==== DATA SHOWN ====
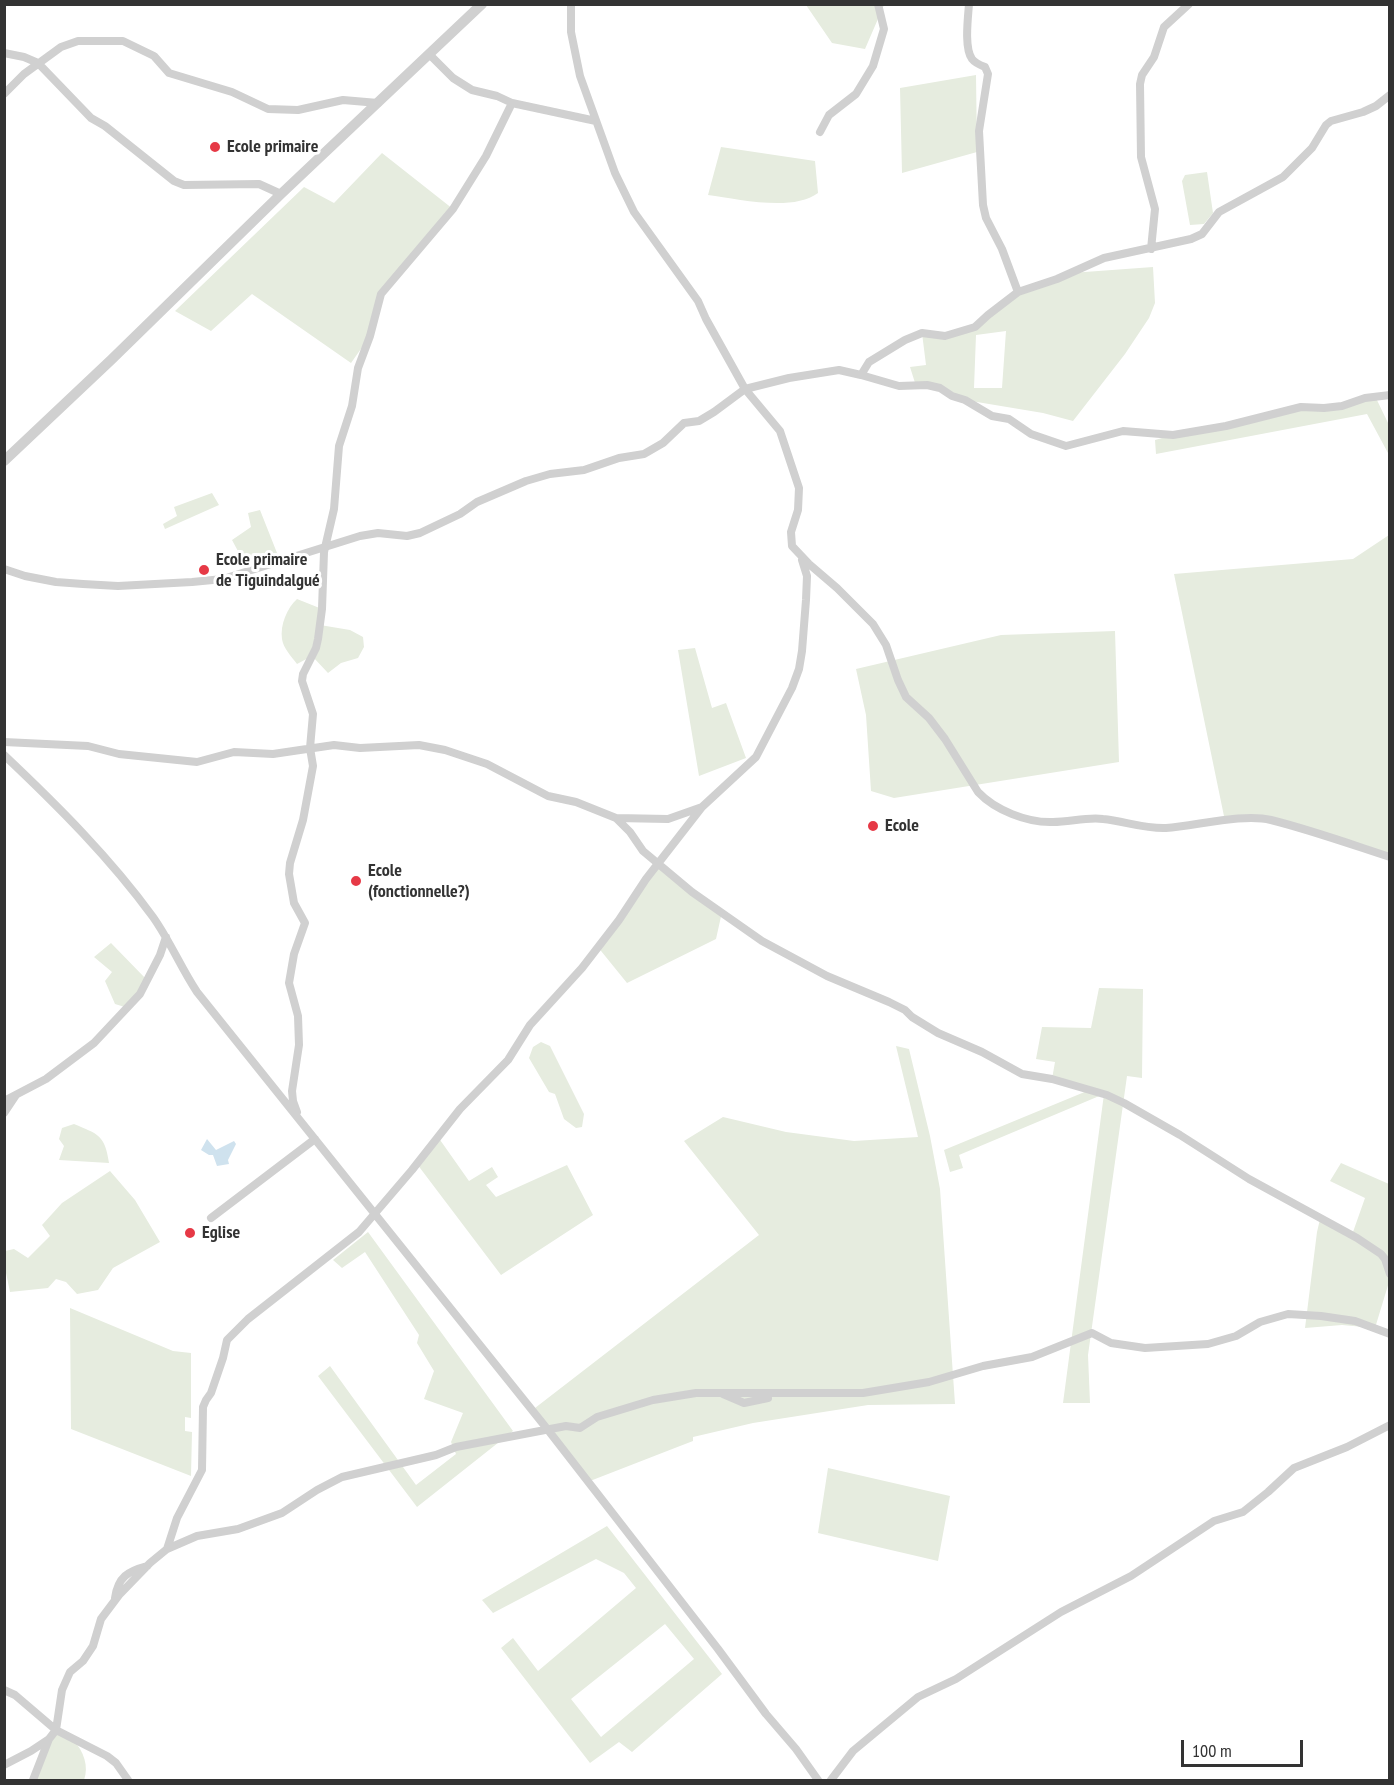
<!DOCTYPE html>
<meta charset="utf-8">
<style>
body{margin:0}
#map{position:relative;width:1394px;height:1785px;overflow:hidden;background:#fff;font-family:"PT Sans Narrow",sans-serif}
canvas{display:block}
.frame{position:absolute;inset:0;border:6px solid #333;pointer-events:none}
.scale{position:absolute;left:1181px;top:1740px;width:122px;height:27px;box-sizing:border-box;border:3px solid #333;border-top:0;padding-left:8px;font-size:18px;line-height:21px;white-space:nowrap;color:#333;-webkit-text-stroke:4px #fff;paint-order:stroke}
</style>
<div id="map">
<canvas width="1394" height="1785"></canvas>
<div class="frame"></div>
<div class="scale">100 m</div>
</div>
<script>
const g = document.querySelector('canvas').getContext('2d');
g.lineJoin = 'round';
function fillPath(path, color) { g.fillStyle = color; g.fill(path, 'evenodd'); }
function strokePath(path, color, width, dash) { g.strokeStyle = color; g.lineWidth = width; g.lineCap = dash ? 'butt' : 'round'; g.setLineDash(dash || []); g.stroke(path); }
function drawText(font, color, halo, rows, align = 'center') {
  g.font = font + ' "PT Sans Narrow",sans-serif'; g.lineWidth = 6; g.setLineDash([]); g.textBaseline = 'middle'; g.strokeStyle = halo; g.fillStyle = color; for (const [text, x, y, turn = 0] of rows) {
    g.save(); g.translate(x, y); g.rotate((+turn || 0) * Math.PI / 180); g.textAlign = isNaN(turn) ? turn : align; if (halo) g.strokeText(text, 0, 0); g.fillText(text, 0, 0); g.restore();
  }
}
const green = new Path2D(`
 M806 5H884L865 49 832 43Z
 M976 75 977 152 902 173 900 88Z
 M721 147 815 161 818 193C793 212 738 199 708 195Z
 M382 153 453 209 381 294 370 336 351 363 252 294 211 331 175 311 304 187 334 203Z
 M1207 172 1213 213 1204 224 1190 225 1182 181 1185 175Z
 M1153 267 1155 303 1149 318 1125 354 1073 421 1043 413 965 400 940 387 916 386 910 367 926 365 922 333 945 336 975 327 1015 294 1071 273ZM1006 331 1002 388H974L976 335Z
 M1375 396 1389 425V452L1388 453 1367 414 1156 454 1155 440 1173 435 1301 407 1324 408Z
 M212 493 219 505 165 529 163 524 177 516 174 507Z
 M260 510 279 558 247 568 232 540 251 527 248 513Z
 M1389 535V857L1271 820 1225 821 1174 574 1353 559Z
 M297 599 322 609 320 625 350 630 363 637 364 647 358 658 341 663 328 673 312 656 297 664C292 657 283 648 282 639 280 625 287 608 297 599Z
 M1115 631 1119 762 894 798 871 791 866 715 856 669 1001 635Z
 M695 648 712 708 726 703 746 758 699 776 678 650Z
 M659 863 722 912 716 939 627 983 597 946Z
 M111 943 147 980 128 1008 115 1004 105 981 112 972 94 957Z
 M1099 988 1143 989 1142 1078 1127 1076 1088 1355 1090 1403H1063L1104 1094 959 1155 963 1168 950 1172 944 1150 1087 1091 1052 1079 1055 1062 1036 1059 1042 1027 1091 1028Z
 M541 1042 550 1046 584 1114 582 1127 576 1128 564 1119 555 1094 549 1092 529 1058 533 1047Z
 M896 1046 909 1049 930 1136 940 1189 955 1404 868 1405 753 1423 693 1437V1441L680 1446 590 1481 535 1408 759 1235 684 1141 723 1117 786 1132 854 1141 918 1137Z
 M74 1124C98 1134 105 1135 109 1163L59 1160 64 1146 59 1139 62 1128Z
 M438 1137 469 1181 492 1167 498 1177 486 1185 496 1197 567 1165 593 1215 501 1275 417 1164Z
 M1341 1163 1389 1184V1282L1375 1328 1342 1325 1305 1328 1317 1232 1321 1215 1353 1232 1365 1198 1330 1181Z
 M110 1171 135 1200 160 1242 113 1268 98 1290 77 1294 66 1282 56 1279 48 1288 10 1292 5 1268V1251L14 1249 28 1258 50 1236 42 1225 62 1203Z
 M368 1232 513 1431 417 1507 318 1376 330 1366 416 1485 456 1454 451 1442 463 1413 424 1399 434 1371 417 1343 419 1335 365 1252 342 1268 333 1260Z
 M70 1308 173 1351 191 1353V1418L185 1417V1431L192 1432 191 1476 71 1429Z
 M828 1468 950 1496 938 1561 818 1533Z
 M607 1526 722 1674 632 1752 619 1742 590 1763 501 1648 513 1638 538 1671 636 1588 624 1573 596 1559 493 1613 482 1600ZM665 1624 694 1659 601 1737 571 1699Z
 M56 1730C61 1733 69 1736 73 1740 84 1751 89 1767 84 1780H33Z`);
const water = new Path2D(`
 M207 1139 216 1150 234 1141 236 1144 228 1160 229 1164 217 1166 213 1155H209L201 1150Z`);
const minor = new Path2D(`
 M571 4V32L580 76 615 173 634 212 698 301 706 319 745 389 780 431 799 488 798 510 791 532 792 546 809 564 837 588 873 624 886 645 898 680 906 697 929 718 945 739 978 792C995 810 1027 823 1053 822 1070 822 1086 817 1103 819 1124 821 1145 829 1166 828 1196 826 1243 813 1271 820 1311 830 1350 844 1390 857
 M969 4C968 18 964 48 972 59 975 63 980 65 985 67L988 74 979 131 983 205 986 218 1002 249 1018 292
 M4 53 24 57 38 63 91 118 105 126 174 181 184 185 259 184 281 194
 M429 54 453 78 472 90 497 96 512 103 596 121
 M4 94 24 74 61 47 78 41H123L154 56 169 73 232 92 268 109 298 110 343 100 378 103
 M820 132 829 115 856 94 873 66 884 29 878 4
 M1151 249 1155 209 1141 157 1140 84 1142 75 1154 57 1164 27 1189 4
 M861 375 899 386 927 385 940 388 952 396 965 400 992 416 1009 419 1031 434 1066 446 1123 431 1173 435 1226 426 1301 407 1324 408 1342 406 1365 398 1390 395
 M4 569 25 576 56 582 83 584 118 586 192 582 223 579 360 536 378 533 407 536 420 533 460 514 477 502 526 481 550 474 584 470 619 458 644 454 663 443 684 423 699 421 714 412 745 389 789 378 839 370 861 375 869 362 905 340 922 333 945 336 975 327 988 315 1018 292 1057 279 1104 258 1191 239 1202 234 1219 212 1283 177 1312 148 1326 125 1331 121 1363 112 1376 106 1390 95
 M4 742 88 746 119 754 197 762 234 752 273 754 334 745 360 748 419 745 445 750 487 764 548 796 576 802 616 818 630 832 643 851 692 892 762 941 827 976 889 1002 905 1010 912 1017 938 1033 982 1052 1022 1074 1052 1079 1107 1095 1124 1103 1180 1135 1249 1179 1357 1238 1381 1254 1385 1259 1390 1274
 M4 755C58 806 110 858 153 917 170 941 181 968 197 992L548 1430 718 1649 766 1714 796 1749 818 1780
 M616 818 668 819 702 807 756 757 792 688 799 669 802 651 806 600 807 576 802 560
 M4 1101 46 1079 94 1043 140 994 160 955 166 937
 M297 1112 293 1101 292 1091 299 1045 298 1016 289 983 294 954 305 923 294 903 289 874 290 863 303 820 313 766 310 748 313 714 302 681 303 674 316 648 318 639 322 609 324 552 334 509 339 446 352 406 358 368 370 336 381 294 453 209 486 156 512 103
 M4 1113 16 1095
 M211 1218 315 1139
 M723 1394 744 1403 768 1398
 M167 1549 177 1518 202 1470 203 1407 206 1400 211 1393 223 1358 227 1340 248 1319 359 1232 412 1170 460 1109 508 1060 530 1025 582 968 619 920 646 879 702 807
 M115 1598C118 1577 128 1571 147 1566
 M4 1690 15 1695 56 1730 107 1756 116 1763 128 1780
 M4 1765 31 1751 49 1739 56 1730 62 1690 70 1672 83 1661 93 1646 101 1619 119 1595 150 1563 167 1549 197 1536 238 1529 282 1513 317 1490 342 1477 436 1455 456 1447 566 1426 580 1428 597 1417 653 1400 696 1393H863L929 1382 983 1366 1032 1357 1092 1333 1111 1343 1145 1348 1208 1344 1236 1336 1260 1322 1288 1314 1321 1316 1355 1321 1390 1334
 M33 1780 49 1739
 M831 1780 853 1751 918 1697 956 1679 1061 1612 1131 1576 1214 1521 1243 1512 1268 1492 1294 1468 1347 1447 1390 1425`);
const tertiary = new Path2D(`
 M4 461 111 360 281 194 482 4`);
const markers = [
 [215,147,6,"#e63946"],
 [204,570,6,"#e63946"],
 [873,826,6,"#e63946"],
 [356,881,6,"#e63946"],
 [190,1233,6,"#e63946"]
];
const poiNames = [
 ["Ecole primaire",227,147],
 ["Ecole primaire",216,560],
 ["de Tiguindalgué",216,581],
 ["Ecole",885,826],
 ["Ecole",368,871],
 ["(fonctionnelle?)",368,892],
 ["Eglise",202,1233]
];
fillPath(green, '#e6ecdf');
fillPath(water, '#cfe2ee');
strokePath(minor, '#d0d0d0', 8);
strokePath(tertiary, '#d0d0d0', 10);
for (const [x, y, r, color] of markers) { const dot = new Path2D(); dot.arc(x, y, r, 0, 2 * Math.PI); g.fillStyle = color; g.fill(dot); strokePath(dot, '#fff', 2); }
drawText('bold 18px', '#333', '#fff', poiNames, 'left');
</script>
====
Look through the entries and return every line where "green" appears.

const green = new Path2D(`
fillPath(green, '#e6ecdf');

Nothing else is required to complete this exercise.